┌──
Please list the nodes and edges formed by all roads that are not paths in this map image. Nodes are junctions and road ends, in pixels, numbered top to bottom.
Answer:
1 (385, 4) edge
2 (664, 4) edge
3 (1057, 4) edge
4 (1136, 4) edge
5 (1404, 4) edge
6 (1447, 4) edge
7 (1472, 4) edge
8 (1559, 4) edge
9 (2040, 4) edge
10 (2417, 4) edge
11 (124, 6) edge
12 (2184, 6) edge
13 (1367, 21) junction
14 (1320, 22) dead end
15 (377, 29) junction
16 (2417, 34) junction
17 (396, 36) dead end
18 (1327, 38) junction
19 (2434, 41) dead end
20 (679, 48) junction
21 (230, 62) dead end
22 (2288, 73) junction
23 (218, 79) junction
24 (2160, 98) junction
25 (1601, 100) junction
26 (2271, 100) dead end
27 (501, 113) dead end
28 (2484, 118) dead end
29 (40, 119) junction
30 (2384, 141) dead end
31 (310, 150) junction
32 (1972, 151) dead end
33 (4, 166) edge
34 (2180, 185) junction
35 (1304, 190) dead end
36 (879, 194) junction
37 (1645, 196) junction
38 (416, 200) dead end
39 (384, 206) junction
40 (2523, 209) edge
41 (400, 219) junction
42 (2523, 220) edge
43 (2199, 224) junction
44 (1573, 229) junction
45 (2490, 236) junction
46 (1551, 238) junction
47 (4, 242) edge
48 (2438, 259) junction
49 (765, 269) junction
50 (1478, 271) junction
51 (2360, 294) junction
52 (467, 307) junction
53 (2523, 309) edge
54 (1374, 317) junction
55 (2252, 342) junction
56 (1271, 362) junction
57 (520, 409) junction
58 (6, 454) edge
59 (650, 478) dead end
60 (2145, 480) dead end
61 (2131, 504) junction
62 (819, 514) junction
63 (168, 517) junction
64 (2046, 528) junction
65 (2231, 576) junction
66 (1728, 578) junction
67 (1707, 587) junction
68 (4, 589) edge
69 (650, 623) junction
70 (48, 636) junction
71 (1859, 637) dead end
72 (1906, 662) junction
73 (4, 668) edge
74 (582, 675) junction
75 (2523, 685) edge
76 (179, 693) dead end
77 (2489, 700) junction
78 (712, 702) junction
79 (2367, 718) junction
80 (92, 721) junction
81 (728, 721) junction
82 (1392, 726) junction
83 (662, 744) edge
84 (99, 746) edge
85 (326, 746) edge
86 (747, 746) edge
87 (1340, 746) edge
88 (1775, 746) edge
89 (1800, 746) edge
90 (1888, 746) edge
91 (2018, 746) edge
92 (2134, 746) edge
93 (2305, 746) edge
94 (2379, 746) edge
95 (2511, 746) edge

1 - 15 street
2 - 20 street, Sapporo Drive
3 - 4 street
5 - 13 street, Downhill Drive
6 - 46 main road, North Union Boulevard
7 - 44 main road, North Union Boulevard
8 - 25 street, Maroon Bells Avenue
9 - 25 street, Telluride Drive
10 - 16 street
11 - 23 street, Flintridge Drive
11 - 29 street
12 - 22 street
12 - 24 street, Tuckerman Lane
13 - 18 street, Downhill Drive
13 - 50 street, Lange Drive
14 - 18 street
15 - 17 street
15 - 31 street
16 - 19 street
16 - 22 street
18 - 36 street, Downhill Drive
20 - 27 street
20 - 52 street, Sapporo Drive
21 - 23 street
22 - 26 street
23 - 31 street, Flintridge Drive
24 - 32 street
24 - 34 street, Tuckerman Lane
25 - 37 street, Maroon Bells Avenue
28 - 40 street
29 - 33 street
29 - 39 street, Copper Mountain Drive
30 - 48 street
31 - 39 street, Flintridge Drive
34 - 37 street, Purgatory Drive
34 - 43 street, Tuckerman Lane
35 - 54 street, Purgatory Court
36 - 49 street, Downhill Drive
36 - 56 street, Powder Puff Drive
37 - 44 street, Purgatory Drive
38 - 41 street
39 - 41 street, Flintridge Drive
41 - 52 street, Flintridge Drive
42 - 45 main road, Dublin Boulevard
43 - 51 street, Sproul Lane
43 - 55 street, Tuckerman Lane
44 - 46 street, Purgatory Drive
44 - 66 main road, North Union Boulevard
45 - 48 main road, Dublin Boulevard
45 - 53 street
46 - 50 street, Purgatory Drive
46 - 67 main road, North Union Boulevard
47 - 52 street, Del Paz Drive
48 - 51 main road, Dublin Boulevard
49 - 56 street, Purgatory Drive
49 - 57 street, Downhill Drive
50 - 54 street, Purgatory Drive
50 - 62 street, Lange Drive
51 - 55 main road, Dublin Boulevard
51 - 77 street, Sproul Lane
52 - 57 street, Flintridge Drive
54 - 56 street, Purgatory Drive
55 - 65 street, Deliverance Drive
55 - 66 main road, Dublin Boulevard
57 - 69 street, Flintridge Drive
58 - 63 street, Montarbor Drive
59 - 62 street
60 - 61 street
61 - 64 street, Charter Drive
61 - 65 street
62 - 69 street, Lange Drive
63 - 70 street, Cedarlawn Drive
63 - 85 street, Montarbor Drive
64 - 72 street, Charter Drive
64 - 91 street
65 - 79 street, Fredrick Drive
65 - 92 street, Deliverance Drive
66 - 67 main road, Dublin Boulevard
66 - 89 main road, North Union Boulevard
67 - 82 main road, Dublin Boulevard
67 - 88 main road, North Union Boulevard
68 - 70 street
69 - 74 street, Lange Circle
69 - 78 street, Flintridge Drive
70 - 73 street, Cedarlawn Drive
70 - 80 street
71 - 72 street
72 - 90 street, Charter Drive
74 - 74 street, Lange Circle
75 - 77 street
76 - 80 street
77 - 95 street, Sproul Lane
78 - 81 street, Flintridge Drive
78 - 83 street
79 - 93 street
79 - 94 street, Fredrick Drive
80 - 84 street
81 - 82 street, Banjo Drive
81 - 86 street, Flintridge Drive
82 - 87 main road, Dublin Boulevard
└──
PROBLEM REQUIREMENTS: All of the material above should be printed again exactly as it is.

WRITTEN RESPONSE:
Please list the nodes and edges formed by all roads that are not paths in this map image. Nodes are junctions and road ends, in pixels, numbered top to bottom.
Answer:
1 (385, 4) edge
2 (664, 4) edge
3 (1057, 4) edge
4 (1136, 4) edge
5 (1404, 4) edge
6 (1447, 4) edge
7 (1472, 4) edge
8 (1559, 4) edge
9 (2040, 4) edge
10 (2417, 4) edge
11 (124, 6) edge
12 (2184, 6) edge
13 (1367, 21) junction
14 (1320, 22) dead end
15 (377, 29) junction
16 (2417, 34) junction
17 (396, 36) dead end
18 (1327, 38) junction
19 (2434, 41) dead end
20 (679, 48) junction
21 (230, 62) dead end
22 (2288, 73) junction
23 (218, 79) junction
24 (2160, 98) junction
25 (1601, 100) junction
26 (2271, 100) dead end
27 (501, 113) dead end
28 (2484, 118) dead end
29 (40, 119) junction
30 (2384, 141) dead end
31 (310, 150) junction
32 (1972, 151) dead end
33 (4, 166) edge
34 (2180, 185) junction
35 (1304, 190) dead end
36 (879, 194) junction
37 (1645, 196) junction
38 (416, 200) dead end
39 (384, 206) junction
40 (2523, 209) edge
41 (400, 219) junction
42 (2523, 220) edge
43 (2199, 224) junction
44 (1573, 229) junction
45 (2490, 236) junction
46 (1551, 238) junction
47 (4, 242) edge
48 (2438, 259) junction
49 (765, 269) junction
50 (1478, 271) junction
51 (2360, 294) junction
52 (467, 307) junction
53 (2523, 309) edge
54 (1374, 317) junction
55 (2252, 342) junction
56 (1271, 362) junction
57 (520, 409) junction
58 (6, 454) edge
59 (650, 478) dead end
60 (2145, 480) dead end
61 (2131, 504) junction
62 (819, 514) junction
63 (168, 517) junction
64 (2046, 528) junction
65 (2231, 576) junction
66 (1728, 578) junction
67 (1707, 587) junction
68 (4, 589) edge
69 (650, 623) junction
70 (48, 636) junction
71 (1859, 637) dead end
72 (1906, 662) junction
73 (4, 668) edge
74 (582, 675) junction
75 (2523, 685) edge
76 (179, 693) dead end
77 (2489, 700) junction
78 (712, 702) junction
79 (2367, 718) junction
80 (92, 721) junction
81 (728, 721) junction
82 (1392, 726) junction
83 (662, 744) edge
84 (99, 746) edge
85 (326, 746) edge
86 (747, 746) edge
87 (1340, 746) edge
88 (1775, 746) edge
89 (1800, 746) edge
90 (1888, 746) edge
91 (2018, 746) edge
92 (2134, 746) edge
93 (2305, 746) edge
94 (2379, 746) edge
95 (2511, 746) edge

1 - 15 street
2 - 20 street, Sapporo Drive
3 - 4 street
5 - 13 street, Downhill Drive
6 - 46 main road, North Union Boulevard
7 - 44 main road, North Union Boulevard
8 - 25 street, Maroon Bells Avenue
9 - 25 street, Telluride Drive
10 - 16 street
11 - 23 street, Flintridge Drive
11 - 29 street
12 - 22 street
12 - 24 street, Tuckerman Lane
13 - 18 street, Downhill Drive
13 - 50 street, Lange Drive
14 - 18 street
15 - 17 street
15 - 31 street
16 - 19 street
16 - 22 street
18 - 36 street, Downhill Drive
20 - 27 street
20 - 52 street, Sapporo Drive
21 - 23 street
22 - 26 street
23 - 31 street, Flintridge Drive
24 - 32 street
24 - 34 street, Tuckerman Lane
25 - 37 street, Maroon Bells Avenue
28 - 40 street
29 - 33 street
29 - 39 street, Copper Mountain Drive
30 - 48 street
31 - 39 street, Flintridge Drive
34 - 37 street, Purgatory Drive
34 - 43 street, Tuckerman Lane
35 - 54 street, Purgatory Court
36 - 49 street, Downhill Drive
36 - 56 street, Powder Puff Drive
37 - 44 street, Purgatory Drive
38 - 41 street
39 - 41 street, Flintridge Drive
41 - 52 street, Flintridge Drive
42 - 45 main road, Dublin Boulevard
43 - 51 street, Sproul Lane
43 - 55 street, Tuckerman Lane
44 - 46 street, Purgatory Drive
44 - 66 main road, North Union Boulevard
45 - 48 main road, Dublin Boulevard
45 - 53 street
46 - 50 street, Purgatory Drive
46 - 67 main road, North Union Boulevard
47 - 52 street, Del Paz Drive
48 - 51 main road, Dublin Boulevard
49 - 56 street, Purgatory Drive
49 - 57 street, Downhill Drive
50 - 54 street, Purgatory Drive
50 - 62 street, Lange Drive
51 - 55 main road, Dublin Boulevard
51 - 77 street, Sproul Lane
52 - 57 street, Flintridge Drive
54 - 56 street, Purgatory Drive
55 - 65 street, Deliverance Drive
55 - 66 main road, Dublin Boulevard
57 - 69 street, Flintridge Drive
58 - 63 street, Montarbor Drive
59 - 62 street
60 - 61 street
61 - 64 street, Charter Drive
61 - 65 street
62 - 69 street, Lange Drive
63 - 70 street, Cedarlawn Drive
63 - 85 street, Montarbor Drive
64 - 72 street, Charter Drive
64 - 91 street
65 - 79 street, Fredrick Drive
65 - 92 street, Deliverance Drive
66 - 67 main road, Dublin Boulevard
66 - 89 main road, North Union Boulevard
67 - 82 main road, Dublin Boulevard
67 - 88 main road, North Union Boulevard
68 - 70 street
69 - 74 street, Lange Circle
69 - 78 street, Flintridge Drive
70 - 73 street, Cedarlawn Drive
70 - 80 street
71 - 72 street
72 - 90 street, Charter Drive
74 - 74 street, Lange Circle
75 - 77 street
76 - 80 street
77 - 95 street, Sproul Lane
78 - 81 street, Flintridge Drive
78 - 83 street
79 - 93 street
79 - 94 street, Fredrick Drive
80 - 84 street
81 - 82 street, Banjo Drive
81 - 86 street, Flintridge Drive
82 - 87 main road, Dublin Boulevard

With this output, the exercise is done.